Dataset entries
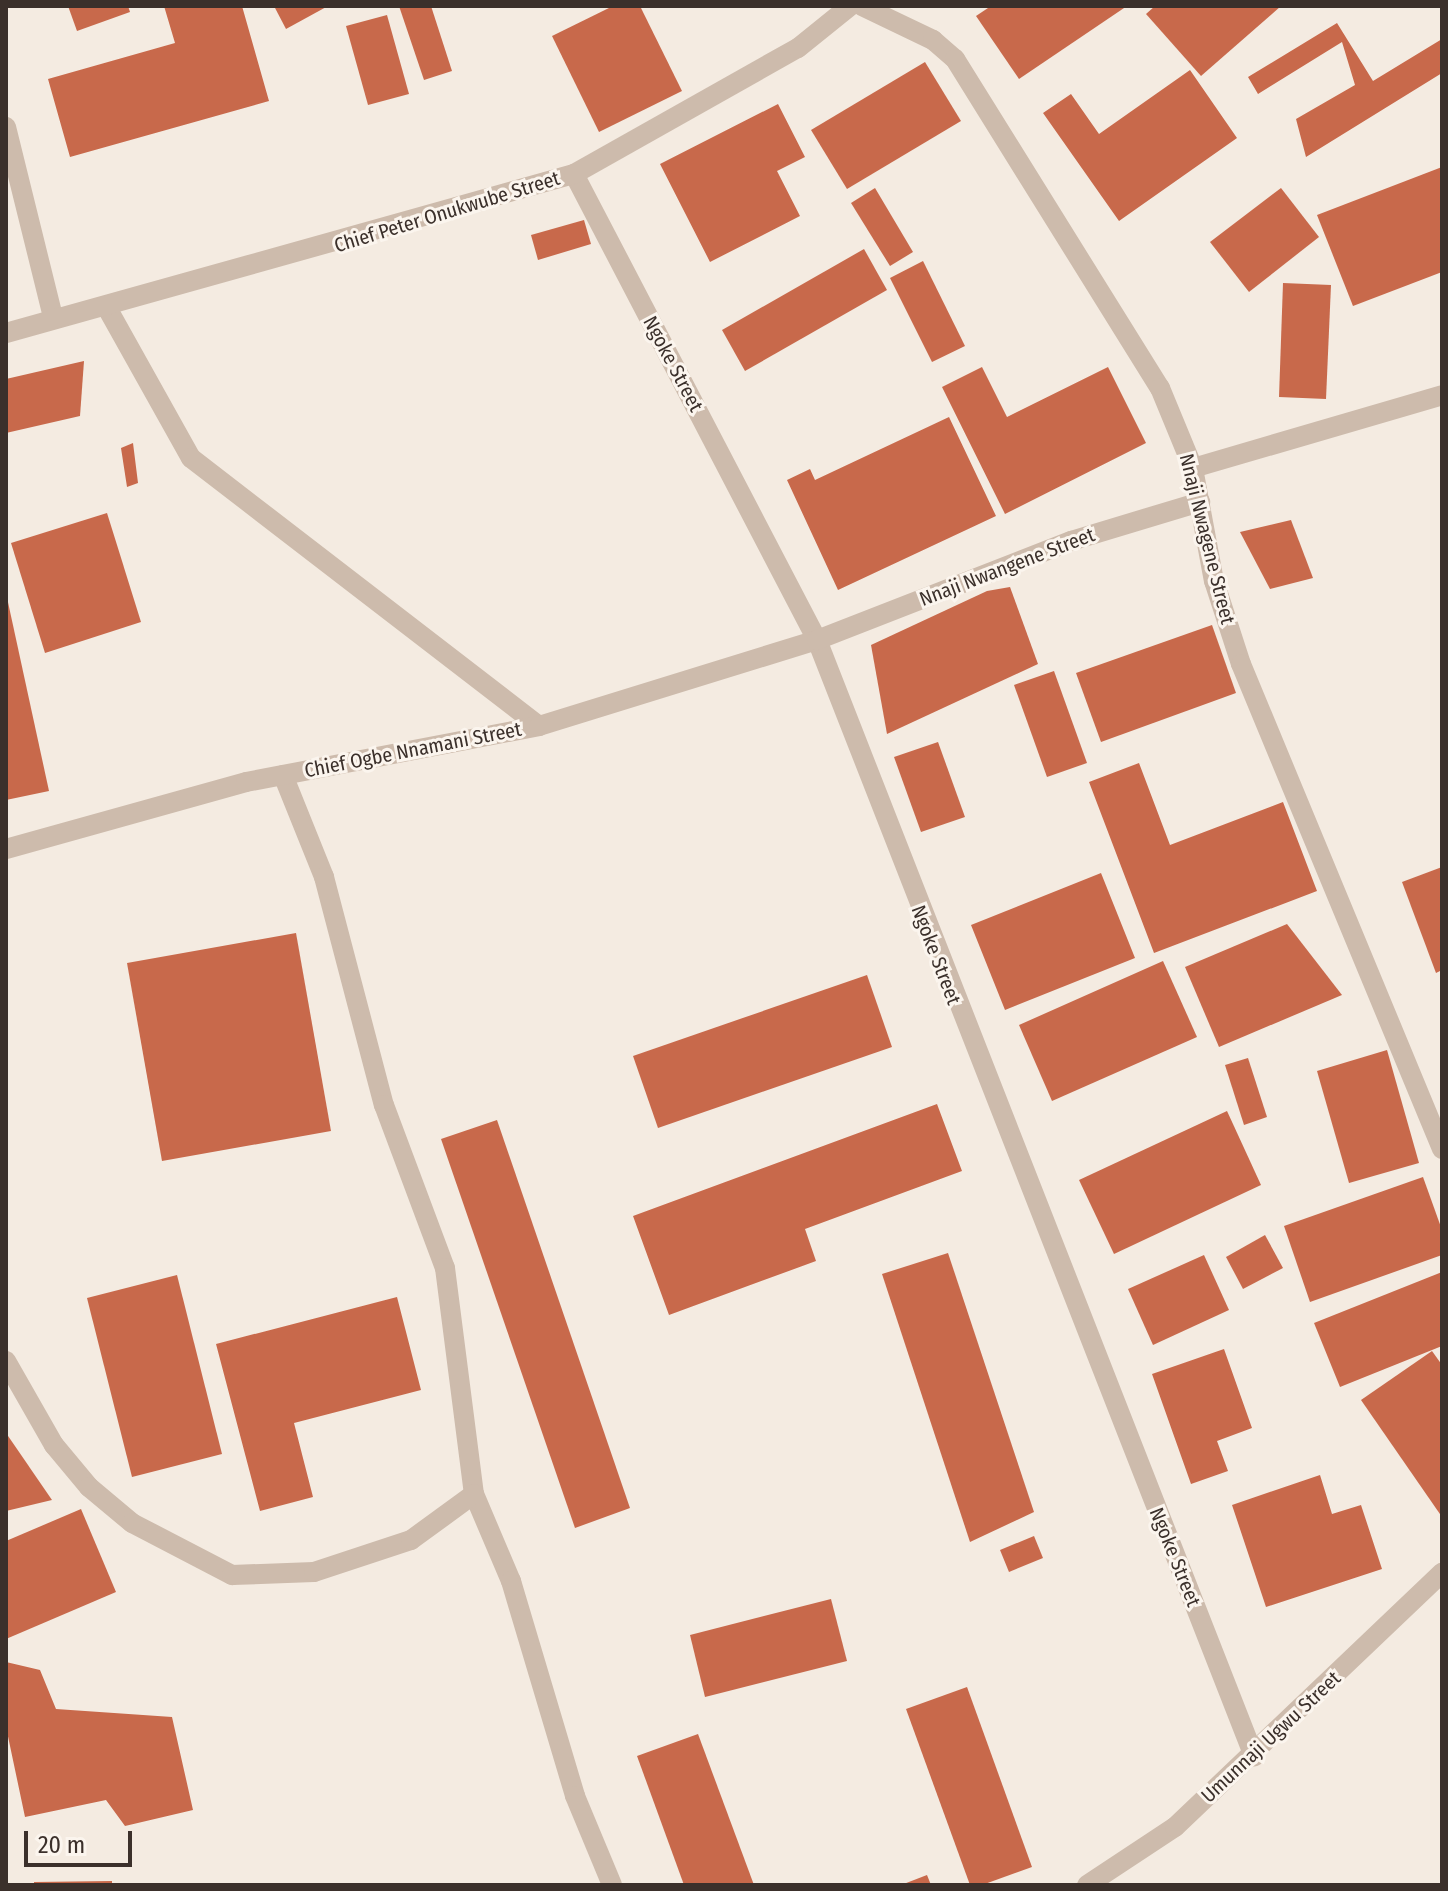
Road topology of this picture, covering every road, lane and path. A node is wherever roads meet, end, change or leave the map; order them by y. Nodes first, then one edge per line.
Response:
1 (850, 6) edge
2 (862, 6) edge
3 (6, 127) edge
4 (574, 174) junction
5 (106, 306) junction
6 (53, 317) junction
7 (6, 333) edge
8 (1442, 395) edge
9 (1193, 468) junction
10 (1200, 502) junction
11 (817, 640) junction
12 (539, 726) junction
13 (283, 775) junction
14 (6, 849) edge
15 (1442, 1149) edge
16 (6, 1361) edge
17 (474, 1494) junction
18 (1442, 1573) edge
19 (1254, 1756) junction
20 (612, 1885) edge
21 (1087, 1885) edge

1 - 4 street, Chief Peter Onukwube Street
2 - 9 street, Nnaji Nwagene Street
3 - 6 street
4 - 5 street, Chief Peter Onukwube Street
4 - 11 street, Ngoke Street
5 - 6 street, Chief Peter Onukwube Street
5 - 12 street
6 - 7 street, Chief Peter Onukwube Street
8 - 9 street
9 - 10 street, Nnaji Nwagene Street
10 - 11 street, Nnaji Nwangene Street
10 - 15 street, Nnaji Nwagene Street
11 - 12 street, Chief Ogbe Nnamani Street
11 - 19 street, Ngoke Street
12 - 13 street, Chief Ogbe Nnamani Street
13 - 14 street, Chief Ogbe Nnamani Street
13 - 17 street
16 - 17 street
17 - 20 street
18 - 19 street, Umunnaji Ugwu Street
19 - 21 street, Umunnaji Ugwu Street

--

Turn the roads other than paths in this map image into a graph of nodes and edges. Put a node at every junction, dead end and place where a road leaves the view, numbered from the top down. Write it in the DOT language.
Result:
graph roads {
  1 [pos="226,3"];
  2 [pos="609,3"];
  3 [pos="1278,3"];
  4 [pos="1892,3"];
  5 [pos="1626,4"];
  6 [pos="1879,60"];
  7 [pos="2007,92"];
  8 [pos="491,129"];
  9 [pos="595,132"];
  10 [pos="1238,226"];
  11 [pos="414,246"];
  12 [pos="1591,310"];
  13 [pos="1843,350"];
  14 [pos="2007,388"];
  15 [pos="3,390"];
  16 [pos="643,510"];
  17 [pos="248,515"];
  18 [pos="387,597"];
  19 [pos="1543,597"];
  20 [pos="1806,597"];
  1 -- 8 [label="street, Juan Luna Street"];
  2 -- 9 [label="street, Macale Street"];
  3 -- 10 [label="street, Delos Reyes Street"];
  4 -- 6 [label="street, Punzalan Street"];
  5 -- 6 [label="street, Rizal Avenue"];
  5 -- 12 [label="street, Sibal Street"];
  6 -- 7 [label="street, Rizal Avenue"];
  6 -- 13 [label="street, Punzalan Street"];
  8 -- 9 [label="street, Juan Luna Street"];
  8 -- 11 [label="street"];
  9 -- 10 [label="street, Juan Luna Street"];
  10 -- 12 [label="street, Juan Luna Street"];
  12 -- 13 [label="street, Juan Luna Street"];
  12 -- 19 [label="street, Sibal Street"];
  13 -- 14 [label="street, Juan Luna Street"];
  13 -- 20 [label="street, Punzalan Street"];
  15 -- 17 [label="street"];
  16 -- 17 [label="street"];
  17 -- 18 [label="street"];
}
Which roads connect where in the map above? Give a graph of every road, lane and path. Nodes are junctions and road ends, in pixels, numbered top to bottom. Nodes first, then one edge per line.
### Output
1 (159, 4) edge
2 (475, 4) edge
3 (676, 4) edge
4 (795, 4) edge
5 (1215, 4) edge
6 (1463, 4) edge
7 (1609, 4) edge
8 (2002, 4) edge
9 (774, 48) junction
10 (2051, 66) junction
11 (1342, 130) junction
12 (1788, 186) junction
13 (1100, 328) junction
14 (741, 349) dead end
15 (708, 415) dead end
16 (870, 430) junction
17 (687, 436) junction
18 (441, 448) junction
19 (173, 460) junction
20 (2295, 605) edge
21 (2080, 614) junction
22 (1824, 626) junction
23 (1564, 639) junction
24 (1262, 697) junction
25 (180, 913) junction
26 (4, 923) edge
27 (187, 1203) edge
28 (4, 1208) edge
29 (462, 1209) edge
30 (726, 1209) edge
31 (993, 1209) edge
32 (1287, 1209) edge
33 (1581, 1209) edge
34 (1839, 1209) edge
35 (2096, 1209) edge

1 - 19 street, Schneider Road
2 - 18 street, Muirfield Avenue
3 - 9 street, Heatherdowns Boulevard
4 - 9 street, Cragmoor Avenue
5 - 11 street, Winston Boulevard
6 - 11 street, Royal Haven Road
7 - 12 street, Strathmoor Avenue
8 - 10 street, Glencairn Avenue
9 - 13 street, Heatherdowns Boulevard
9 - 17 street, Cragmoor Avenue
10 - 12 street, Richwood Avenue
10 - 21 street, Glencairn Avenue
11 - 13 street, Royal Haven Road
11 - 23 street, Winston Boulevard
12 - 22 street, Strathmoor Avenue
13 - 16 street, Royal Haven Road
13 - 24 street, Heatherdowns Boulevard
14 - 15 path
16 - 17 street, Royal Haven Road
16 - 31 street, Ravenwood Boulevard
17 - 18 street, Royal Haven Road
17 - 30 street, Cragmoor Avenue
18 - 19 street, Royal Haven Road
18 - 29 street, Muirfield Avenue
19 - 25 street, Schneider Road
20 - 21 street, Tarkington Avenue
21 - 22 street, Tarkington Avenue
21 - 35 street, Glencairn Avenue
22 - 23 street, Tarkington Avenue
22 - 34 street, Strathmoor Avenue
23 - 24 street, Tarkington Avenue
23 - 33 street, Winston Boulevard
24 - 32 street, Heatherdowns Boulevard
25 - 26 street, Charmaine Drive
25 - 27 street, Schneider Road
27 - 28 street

--

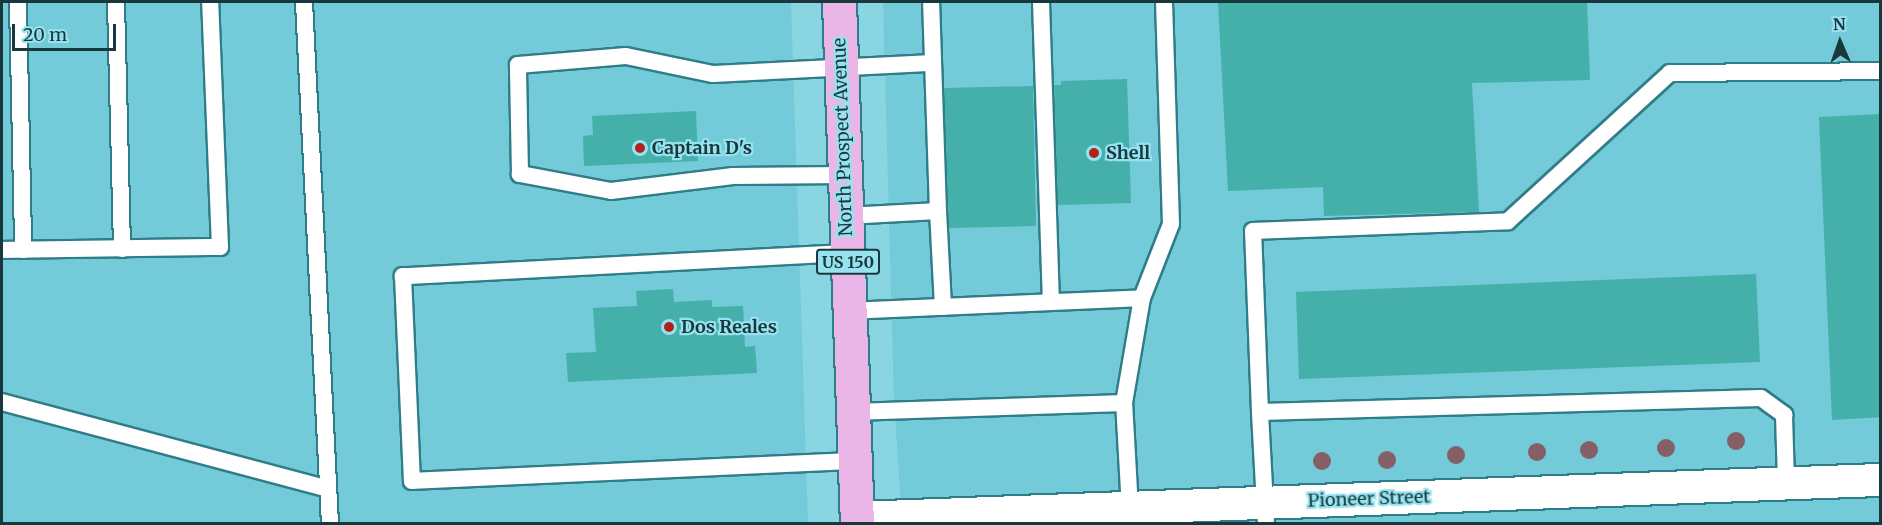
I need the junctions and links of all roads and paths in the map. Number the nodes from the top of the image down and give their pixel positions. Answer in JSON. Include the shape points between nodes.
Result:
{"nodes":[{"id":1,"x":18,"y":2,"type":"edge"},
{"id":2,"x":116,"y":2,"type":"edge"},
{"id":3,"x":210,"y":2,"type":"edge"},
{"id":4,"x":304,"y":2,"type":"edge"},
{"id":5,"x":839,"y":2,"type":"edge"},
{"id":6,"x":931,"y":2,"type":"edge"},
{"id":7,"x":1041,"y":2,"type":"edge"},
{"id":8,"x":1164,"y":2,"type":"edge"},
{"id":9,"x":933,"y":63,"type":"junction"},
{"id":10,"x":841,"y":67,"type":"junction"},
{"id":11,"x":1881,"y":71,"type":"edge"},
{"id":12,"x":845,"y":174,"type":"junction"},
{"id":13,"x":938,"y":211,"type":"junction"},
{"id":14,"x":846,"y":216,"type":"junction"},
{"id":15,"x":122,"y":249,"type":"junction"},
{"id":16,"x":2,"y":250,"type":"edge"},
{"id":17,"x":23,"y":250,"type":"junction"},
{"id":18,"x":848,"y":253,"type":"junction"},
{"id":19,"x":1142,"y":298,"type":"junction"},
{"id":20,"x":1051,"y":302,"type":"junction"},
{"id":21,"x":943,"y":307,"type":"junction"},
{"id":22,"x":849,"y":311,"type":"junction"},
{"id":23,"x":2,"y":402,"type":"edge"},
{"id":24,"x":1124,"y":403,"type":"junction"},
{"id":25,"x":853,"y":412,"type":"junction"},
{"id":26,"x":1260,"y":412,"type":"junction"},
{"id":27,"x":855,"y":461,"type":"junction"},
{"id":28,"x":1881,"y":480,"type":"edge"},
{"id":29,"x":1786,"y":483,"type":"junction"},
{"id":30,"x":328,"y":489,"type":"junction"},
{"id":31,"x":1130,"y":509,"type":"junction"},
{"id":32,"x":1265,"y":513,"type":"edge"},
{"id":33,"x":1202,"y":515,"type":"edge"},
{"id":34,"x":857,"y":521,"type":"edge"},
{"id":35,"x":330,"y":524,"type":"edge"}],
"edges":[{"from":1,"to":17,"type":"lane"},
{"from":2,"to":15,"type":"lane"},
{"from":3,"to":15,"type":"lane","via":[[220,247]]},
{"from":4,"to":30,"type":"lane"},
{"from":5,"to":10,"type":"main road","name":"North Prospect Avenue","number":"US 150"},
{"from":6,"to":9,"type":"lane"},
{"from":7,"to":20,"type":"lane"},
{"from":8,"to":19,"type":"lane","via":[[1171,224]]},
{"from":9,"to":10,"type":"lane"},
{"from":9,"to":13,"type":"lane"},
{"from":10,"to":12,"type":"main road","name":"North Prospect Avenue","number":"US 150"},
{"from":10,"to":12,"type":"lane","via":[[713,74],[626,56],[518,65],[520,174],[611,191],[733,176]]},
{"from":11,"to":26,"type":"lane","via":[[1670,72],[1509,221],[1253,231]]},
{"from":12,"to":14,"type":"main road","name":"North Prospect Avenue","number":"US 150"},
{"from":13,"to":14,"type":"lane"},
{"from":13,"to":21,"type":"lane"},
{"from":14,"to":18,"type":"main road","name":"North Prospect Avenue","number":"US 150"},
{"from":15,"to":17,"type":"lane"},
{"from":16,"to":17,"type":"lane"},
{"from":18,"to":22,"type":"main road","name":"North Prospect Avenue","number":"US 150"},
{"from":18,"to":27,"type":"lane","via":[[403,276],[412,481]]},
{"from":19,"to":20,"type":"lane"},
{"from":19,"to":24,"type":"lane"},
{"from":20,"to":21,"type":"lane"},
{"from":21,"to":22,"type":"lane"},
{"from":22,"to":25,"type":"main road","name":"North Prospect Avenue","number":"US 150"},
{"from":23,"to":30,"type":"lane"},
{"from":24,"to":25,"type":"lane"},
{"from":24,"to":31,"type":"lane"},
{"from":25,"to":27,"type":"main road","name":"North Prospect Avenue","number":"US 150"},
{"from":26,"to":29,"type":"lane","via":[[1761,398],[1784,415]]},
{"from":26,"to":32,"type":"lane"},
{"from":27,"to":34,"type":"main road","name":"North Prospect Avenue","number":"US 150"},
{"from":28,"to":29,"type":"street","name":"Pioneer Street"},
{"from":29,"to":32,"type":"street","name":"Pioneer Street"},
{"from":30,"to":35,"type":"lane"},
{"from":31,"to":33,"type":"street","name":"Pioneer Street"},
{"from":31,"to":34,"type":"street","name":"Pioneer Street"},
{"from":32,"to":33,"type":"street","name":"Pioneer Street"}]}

• _EXERCISE OBJECTIVE_:
Where a line of the data above includes "Winston", copy that line.

• _ANSWER FOR THIS EXERCISE_:
5 - 11 street, Winston Boulevard
11 - 23 street, Winston Boulevard
23 - 33 street, Winston Boulevard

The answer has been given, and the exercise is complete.